---------- PROVIDED ENTRIES ----------

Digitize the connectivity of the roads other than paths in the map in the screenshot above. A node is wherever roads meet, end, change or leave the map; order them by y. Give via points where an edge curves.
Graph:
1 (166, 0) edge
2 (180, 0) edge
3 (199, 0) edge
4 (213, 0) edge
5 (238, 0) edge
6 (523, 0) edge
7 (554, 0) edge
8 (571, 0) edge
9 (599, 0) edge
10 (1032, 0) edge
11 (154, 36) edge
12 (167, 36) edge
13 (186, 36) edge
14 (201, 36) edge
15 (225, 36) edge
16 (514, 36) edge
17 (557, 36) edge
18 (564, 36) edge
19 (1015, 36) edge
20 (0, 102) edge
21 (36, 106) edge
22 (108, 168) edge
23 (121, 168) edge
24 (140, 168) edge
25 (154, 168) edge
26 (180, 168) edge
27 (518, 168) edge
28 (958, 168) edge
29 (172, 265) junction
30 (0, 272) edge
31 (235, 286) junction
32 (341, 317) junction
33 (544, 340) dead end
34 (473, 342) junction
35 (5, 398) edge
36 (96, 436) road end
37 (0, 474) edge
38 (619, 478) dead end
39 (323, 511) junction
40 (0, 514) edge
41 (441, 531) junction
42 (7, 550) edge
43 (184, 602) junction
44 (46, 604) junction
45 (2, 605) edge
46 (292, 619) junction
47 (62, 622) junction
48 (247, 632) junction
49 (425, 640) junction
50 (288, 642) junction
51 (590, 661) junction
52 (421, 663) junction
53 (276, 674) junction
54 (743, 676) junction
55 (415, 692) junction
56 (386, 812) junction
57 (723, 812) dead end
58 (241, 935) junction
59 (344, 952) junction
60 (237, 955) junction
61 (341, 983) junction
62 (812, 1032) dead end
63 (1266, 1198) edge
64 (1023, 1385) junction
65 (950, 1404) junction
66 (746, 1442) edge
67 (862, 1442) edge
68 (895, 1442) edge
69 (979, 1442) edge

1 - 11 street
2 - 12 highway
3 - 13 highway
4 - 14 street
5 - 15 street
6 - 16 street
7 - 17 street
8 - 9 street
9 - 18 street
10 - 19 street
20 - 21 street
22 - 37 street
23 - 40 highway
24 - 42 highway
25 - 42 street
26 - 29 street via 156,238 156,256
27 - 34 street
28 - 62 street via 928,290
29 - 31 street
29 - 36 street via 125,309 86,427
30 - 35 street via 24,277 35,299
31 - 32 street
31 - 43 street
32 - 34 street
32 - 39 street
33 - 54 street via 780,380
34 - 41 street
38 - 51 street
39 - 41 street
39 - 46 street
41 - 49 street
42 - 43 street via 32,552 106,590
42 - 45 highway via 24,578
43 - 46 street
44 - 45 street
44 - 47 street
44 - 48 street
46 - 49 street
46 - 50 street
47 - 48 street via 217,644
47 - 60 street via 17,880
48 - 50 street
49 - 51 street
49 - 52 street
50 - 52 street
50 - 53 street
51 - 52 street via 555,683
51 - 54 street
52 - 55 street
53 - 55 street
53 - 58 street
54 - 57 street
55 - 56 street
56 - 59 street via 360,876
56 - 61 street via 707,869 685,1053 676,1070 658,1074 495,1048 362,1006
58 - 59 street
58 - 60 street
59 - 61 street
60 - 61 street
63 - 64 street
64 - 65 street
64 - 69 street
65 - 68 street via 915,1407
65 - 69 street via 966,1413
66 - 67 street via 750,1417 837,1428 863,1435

----------

**YOUR GOAL**. What lines above hold the word "highway"? Pull each one out.

**RESULT BELOW**.
2 - 12 highway
3 - 13 highway
23 - 40 highway
24 - 42 highway
42 - 45 highway via 24,578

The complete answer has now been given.